Now we need to output the data for text analysis. In this step we will output each record as a line in a .CSV (spreadsheet) file. That file will be stored in `output/awoko_newspaper.csv`.

In [None]:
import os
import csv

OUTPUT_CSV_FILENAME = 'awoko_newspaper.csv'
OUTPUT_CSV_FIELDNAMES = ['title', 'date', 'author', 'column', 'publication', 'link', 'type', 'text']

output_filepath = os.path.join(os.path.abspath(os.getcwd()), 'output', OUTPUT_CSV_FILENAME)

# ensure directory exists, if not, create it
if not os.path.exists(os.path.join(os.path.abspath(os.getcwd()), 'output')):
    os.makedirs(os.path.join(os.path.abspath(os.getcwd()), 'output'))
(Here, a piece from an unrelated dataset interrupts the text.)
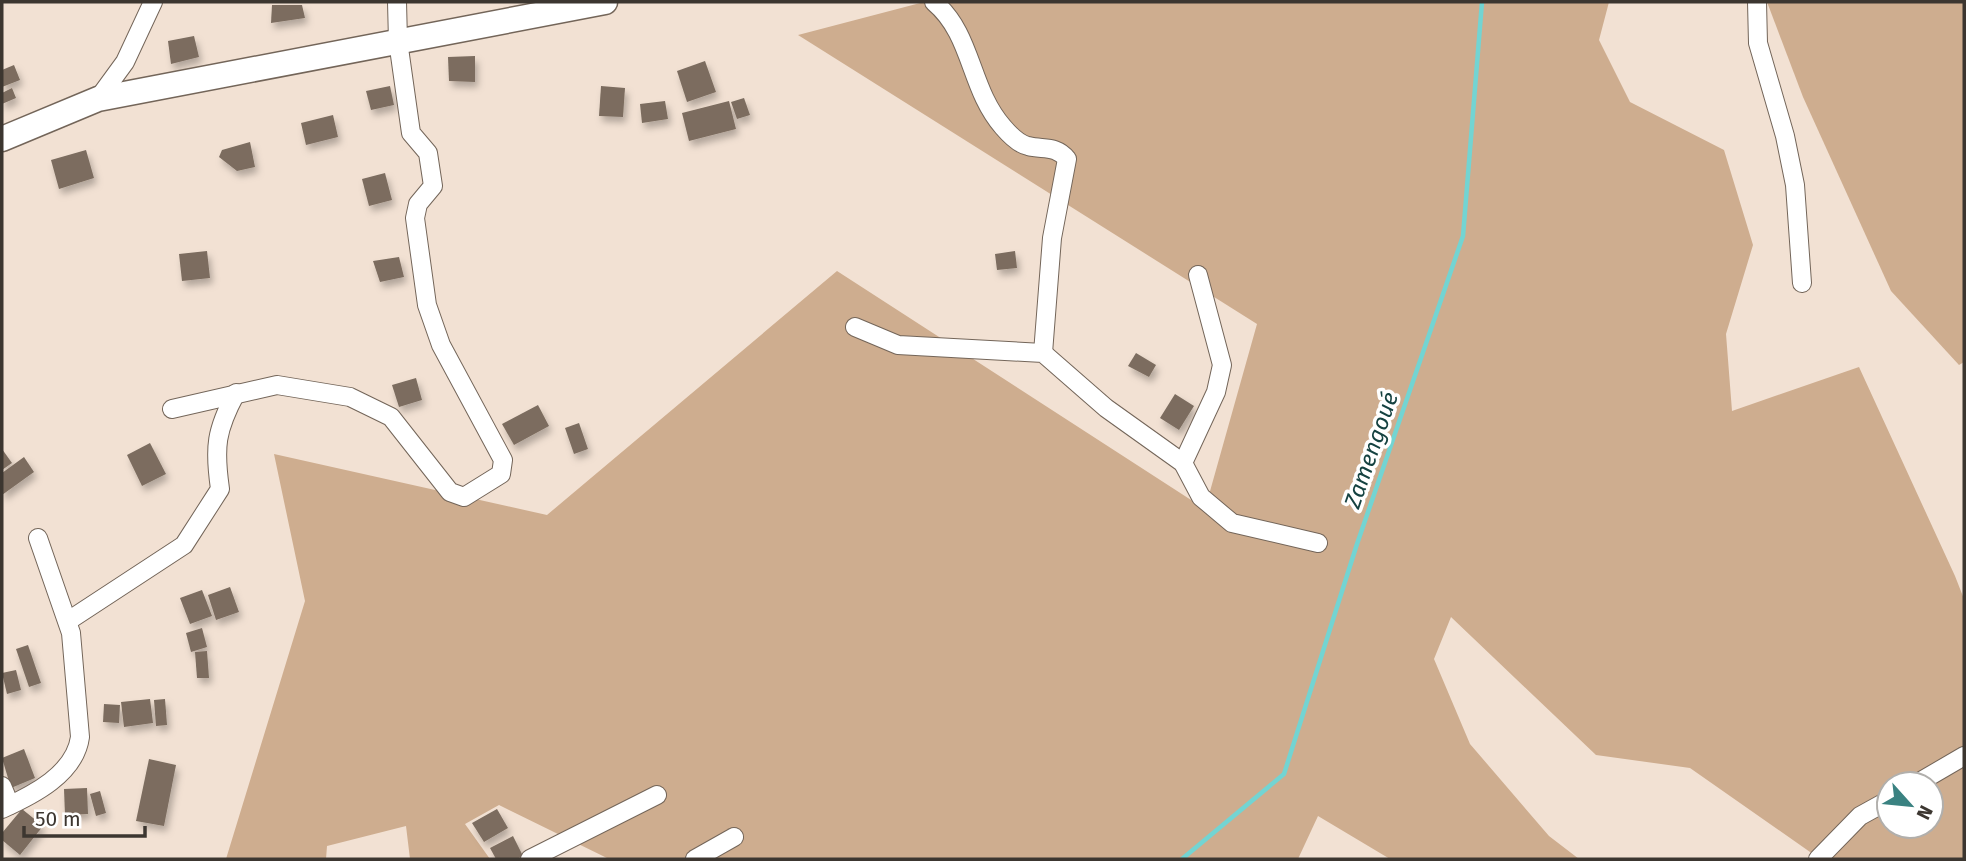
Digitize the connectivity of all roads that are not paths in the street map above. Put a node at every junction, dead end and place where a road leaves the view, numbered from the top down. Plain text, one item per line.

print('Writing CSV File ', output_filepath)
with open(output_filepath, 'w+', encoding='utf8') as csvfile:
    writer = csv.DictWriter(csvfile, fieldnames=OUTPUT_CSV_FIELDNAMES)
    writer.writeheader()
    for story_datum in story_data:
        writer.writerow(story_datum)

print('Success writing CSV File!')

## Saving to File (TXT)

Finally, some text analysis packages use folders of .txt files, instead of .csv files. So, we will also output every record as a .txt file that will be located inside of `output/awoko_newspaper/FILENAME.txt`, where the FILENAME will be determined by the url to the story.

In [None]:
import os

OUTPUT_FOLDERNAME = 'awoko_newspaper'

output_folderpath = os.path.join(os.path.abspath(os.getcwd()), 'output', OUTPUT_FOLDERNAME)

# ensure directory exists, if not, create it
if not os.path.exists(output_folderpath):
    os.makedirs(output_folderpath)

print('Writing TXT Files ', output_folderpath)
for story_datum in story_data:
    output_filename = story_datum['link'].split('/')[-2] + '.txt'
    output_filepath = os.path.join(output_folderpath, output_filename)
    txtfile = open(output_filepath, 'w+', encoding='utf8')
    txtfile.write(story_datum['text'])
    txtfile.close()

print('Success writing TXT Files!')